RegEx question: standardization of medical terms

67 Views Asked by At

I need to detect words as 'bot/hersen/levermetastase' and transform them into 'botmetastase, hersenmetastase, levermetastase'. But also 'lever/botmetastase' into 'levermetastase, botmetastase'.

So I need to be sure the "word/word/word metastase" is as variabele as possible in numbers.

This is my solution but it doesn't work.

FILTERIN:

\b(\w)\s*[\/]\s*(\w)\s*(metastase)\b 

FILTEROUT:

$1metastase, $2metastase, $3metastase
1

There are 1 best solutions below

1
On BEST ANSWER

You may use

/?(\w+)(?=(?:/\w+)+metastase\b)/?

Replace with $1metastase (with space at the end).

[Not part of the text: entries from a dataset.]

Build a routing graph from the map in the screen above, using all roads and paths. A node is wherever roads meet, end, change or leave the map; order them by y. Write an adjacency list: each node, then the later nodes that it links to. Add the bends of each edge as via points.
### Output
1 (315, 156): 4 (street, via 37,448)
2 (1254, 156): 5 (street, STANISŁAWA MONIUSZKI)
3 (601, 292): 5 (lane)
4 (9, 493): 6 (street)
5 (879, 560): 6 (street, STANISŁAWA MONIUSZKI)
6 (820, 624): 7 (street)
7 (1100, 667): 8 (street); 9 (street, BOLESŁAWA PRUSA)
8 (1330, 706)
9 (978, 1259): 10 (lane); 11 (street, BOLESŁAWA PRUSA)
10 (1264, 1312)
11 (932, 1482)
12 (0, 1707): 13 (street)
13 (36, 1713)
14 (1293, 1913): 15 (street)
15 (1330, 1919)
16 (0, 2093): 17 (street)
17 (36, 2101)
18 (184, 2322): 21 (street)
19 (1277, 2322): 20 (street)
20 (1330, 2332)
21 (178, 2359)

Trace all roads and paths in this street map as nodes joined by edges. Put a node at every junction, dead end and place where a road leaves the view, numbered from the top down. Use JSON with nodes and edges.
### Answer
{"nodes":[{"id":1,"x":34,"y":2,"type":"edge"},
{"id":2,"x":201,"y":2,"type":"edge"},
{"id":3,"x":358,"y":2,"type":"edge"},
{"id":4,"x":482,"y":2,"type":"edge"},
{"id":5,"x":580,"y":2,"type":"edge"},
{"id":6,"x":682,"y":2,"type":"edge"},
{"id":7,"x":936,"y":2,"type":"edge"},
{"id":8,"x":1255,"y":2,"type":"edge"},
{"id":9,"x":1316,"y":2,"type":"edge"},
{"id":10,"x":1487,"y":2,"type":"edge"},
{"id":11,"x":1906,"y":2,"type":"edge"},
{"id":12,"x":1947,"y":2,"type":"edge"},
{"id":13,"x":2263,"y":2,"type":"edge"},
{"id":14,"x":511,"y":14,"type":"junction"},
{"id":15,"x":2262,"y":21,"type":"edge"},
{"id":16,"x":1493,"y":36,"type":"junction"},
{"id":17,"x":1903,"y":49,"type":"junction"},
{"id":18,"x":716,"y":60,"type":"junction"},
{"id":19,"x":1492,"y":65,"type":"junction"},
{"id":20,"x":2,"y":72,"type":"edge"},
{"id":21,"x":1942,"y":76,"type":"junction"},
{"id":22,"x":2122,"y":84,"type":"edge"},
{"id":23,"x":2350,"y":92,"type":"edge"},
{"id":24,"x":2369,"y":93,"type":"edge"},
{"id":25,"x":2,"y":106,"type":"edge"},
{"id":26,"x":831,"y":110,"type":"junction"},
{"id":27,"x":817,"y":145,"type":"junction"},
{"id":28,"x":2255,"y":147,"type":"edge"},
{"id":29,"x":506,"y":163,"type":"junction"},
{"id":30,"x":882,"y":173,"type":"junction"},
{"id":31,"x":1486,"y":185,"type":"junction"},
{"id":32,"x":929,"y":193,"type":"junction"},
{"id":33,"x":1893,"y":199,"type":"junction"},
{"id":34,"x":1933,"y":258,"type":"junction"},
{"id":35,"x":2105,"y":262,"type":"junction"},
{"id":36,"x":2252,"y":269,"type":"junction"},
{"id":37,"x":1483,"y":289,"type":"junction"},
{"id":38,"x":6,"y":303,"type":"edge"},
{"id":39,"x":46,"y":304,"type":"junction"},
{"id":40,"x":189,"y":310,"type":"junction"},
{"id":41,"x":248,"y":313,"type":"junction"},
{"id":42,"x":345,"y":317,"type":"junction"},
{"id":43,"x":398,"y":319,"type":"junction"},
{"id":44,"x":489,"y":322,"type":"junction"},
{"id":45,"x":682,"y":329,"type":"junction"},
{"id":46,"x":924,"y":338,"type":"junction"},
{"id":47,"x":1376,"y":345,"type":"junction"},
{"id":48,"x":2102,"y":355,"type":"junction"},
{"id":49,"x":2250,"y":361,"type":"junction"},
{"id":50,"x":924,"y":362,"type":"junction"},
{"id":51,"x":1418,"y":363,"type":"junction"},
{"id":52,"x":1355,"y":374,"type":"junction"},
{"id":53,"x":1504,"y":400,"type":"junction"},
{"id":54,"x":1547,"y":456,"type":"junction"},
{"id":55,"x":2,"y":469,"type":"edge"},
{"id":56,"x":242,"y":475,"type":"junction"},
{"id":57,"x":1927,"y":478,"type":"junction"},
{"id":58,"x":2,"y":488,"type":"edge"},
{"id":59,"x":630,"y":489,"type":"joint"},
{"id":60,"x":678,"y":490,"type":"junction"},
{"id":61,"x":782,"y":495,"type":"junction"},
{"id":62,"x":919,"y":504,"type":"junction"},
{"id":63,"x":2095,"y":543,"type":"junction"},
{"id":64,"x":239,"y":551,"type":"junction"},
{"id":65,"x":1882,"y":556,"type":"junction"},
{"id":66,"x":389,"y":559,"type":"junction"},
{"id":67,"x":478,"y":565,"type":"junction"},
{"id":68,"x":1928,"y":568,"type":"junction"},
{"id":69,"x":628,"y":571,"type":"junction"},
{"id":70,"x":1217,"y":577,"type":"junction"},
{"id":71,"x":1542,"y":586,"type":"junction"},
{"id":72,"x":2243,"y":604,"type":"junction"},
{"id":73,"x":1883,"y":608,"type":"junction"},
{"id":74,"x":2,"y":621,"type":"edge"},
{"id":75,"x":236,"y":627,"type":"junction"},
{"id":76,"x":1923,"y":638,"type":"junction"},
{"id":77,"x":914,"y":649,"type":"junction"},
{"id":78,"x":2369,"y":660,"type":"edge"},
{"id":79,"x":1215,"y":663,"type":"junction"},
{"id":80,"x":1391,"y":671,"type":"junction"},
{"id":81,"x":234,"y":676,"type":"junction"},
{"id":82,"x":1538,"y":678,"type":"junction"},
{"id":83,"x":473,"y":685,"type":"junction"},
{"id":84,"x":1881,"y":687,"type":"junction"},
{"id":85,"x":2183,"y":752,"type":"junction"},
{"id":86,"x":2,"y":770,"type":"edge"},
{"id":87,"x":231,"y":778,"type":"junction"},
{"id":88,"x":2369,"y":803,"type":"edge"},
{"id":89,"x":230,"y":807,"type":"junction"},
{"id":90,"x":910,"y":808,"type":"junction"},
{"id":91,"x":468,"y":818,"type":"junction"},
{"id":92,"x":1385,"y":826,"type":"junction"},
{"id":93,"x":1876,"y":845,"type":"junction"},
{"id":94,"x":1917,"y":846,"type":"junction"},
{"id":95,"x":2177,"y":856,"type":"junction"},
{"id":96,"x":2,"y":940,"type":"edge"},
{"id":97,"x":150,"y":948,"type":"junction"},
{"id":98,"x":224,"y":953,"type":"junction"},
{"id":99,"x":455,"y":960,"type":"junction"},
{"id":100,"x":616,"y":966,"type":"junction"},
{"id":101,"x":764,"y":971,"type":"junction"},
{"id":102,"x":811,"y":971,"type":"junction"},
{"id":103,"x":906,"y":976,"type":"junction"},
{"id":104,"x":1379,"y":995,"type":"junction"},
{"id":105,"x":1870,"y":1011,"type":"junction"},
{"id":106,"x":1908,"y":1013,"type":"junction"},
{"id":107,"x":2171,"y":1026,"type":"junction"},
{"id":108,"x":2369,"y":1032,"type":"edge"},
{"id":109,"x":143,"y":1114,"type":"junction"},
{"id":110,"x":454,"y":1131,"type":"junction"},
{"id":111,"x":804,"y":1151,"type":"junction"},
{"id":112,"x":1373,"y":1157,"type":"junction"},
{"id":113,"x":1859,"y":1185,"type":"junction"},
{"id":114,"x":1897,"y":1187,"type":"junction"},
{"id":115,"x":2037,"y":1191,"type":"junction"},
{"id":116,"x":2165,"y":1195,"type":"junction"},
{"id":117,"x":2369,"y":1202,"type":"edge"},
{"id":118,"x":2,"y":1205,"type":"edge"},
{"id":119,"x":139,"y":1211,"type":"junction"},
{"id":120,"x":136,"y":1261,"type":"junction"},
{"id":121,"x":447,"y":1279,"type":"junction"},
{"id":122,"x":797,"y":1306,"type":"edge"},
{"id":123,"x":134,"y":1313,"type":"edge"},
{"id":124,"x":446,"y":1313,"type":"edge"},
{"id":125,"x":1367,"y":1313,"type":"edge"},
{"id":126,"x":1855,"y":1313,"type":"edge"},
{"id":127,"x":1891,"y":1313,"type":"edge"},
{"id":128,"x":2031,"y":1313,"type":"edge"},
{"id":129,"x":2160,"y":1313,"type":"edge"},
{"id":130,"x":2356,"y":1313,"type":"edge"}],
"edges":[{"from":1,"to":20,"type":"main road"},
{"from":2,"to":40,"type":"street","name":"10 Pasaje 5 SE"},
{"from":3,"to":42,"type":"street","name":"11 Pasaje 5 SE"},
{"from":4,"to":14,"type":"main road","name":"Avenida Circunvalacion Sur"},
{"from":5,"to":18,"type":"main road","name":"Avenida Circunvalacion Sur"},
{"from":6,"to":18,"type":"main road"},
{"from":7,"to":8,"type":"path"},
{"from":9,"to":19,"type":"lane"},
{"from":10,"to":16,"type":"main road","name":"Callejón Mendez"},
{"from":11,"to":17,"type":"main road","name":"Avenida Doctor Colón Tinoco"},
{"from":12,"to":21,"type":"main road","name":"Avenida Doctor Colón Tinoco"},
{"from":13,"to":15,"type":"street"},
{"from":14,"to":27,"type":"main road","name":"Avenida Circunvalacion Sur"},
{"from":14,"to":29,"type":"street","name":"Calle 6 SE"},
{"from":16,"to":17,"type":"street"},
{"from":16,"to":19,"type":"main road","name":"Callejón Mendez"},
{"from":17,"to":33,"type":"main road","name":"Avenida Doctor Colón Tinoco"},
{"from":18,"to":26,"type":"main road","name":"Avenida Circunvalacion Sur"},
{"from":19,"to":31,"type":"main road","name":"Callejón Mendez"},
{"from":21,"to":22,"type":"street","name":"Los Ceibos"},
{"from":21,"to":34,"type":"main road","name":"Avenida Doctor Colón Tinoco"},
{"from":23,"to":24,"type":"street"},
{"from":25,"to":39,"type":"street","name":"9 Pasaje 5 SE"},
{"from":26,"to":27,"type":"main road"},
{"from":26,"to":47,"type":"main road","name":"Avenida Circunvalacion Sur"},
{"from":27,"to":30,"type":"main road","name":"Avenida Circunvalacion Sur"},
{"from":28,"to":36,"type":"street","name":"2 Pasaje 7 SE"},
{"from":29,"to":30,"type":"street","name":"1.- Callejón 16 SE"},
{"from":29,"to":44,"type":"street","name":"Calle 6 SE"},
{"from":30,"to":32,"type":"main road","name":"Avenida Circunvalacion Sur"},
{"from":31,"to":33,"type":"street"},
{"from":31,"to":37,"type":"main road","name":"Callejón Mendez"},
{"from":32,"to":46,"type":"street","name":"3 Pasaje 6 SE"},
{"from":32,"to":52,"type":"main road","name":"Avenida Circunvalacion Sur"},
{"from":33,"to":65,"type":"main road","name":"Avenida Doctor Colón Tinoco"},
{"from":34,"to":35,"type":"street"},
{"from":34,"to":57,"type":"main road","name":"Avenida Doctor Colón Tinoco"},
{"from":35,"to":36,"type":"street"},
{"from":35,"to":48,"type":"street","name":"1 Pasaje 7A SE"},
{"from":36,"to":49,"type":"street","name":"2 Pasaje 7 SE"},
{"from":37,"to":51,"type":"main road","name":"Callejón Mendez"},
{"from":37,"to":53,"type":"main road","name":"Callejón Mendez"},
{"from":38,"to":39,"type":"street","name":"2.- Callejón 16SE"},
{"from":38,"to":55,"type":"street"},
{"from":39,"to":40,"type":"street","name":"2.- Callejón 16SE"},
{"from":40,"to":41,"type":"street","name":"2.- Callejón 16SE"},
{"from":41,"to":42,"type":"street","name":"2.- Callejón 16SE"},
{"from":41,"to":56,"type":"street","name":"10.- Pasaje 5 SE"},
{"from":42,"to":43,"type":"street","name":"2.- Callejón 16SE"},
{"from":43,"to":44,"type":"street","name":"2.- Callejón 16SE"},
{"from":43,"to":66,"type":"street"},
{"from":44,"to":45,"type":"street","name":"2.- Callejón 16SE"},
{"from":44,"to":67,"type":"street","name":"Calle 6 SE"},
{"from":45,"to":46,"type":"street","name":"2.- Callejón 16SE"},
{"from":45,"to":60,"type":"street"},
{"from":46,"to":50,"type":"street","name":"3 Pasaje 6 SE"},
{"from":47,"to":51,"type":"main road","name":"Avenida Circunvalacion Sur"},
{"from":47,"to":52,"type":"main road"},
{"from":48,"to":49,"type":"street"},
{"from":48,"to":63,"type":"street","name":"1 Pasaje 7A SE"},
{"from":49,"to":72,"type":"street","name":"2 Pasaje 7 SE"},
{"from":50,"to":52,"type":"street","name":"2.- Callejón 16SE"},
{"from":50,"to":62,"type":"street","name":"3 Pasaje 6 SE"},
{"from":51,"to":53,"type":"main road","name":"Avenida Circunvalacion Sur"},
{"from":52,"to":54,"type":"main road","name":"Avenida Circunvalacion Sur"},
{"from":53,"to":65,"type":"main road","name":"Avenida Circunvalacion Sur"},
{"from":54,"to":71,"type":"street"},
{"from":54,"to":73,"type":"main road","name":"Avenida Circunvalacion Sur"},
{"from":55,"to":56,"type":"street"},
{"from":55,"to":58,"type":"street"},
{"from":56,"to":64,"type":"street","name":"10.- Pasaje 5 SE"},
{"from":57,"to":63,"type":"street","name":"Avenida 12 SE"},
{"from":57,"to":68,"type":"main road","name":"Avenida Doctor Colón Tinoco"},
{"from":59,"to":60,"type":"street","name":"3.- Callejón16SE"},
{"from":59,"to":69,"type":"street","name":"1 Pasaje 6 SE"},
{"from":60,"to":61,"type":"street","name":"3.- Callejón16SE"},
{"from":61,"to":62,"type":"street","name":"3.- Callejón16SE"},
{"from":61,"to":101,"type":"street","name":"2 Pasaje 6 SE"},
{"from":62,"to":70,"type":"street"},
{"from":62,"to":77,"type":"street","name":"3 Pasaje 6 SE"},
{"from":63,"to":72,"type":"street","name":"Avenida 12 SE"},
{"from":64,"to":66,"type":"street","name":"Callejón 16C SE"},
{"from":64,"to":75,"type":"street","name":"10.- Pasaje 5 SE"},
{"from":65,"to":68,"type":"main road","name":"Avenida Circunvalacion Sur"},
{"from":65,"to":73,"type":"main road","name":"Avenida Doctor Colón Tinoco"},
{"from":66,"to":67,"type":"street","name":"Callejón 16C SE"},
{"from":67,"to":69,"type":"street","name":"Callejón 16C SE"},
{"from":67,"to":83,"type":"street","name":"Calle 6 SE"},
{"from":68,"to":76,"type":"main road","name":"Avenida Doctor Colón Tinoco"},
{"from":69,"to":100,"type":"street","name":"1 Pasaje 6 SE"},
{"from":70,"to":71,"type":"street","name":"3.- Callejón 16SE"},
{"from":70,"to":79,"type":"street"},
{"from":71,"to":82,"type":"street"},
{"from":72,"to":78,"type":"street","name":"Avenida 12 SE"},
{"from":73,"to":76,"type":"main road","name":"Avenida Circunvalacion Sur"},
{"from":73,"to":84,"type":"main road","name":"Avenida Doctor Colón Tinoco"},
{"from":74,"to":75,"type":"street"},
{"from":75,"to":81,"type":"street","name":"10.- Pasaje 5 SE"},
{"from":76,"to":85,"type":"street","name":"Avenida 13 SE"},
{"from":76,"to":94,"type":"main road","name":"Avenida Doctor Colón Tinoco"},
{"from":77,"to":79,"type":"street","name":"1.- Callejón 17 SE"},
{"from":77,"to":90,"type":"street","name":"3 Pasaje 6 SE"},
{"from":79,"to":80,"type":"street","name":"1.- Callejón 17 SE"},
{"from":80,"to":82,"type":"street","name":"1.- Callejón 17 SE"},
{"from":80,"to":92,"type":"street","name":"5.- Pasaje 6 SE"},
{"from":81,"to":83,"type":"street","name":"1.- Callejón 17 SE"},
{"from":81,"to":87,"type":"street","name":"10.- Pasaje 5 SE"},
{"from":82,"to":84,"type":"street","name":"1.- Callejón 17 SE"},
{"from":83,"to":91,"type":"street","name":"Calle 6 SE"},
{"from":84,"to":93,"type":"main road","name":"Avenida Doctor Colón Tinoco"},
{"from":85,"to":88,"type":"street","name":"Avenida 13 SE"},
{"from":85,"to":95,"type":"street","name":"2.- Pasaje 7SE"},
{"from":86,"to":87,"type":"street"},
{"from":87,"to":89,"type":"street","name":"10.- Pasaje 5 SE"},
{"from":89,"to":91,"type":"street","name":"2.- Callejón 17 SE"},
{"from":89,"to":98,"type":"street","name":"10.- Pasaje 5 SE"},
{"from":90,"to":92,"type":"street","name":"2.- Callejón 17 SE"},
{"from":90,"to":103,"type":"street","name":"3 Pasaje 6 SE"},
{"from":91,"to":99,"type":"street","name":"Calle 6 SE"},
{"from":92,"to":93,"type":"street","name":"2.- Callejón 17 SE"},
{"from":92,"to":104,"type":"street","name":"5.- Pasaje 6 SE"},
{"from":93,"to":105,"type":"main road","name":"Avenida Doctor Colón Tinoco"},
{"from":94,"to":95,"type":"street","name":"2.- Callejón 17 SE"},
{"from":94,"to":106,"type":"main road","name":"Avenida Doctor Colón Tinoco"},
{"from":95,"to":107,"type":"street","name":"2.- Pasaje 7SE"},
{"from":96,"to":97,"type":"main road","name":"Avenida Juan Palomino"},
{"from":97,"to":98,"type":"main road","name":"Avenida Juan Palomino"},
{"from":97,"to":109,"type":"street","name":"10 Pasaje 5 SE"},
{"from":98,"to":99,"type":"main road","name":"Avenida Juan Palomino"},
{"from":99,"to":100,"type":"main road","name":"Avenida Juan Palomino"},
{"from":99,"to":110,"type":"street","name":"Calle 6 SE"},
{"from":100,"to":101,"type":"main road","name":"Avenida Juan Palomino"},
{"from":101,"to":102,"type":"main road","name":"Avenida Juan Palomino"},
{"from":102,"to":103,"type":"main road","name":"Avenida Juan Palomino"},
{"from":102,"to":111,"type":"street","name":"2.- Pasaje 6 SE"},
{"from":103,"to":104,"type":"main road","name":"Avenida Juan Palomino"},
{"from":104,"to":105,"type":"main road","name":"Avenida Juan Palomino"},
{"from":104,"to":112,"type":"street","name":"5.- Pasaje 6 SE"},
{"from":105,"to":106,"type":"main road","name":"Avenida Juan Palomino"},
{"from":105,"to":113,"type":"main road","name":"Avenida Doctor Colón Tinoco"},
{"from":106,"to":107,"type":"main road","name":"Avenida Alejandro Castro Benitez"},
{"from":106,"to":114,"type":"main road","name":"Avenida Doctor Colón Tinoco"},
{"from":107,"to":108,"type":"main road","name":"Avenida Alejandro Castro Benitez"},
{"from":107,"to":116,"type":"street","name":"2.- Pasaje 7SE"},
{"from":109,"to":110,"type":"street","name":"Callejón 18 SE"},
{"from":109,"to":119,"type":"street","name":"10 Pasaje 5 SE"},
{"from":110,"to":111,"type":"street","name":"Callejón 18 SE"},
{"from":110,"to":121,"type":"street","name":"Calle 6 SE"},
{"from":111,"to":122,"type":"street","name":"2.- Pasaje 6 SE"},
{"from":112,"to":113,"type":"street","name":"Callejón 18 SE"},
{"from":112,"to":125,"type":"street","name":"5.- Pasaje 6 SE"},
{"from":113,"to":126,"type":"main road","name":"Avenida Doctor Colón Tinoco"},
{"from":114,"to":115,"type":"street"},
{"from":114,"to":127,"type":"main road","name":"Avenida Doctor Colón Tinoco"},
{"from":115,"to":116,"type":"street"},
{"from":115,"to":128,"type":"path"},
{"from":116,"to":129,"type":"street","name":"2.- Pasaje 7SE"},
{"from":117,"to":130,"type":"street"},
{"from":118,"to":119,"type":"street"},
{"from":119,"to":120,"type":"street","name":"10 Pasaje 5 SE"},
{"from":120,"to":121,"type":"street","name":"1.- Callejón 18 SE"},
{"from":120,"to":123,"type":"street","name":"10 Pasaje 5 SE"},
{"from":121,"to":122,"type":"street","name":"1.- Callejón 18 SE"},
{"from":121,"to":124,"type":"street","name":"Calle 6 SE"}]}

If there can be spaces around the slashes, use

/?\s*(\w+)(?=(?:\s*/\s*\w+)+metastase\b)(?:\s*/)?
/?\h*(\w+)(?=(?:\h*/\h*\w+)+metastase\b)(?:\h*/)?

where \h matches a horizontal only whitespace char, and \s will match any whitespace char.

See the regex demo #1 and regex demo #2.

Details

  • /? - an optional / char
  • (\w+) - Group 1: one or more word chars
  • (?=(?:/\w+)+metastase\b) - that must be followed with
    • (?:/\w+)+ - one or more occurrences of / and then 1+ word chars
    • metastase\b - and metastase whole word (\b is a word boundary)
  • /? - an optional / char.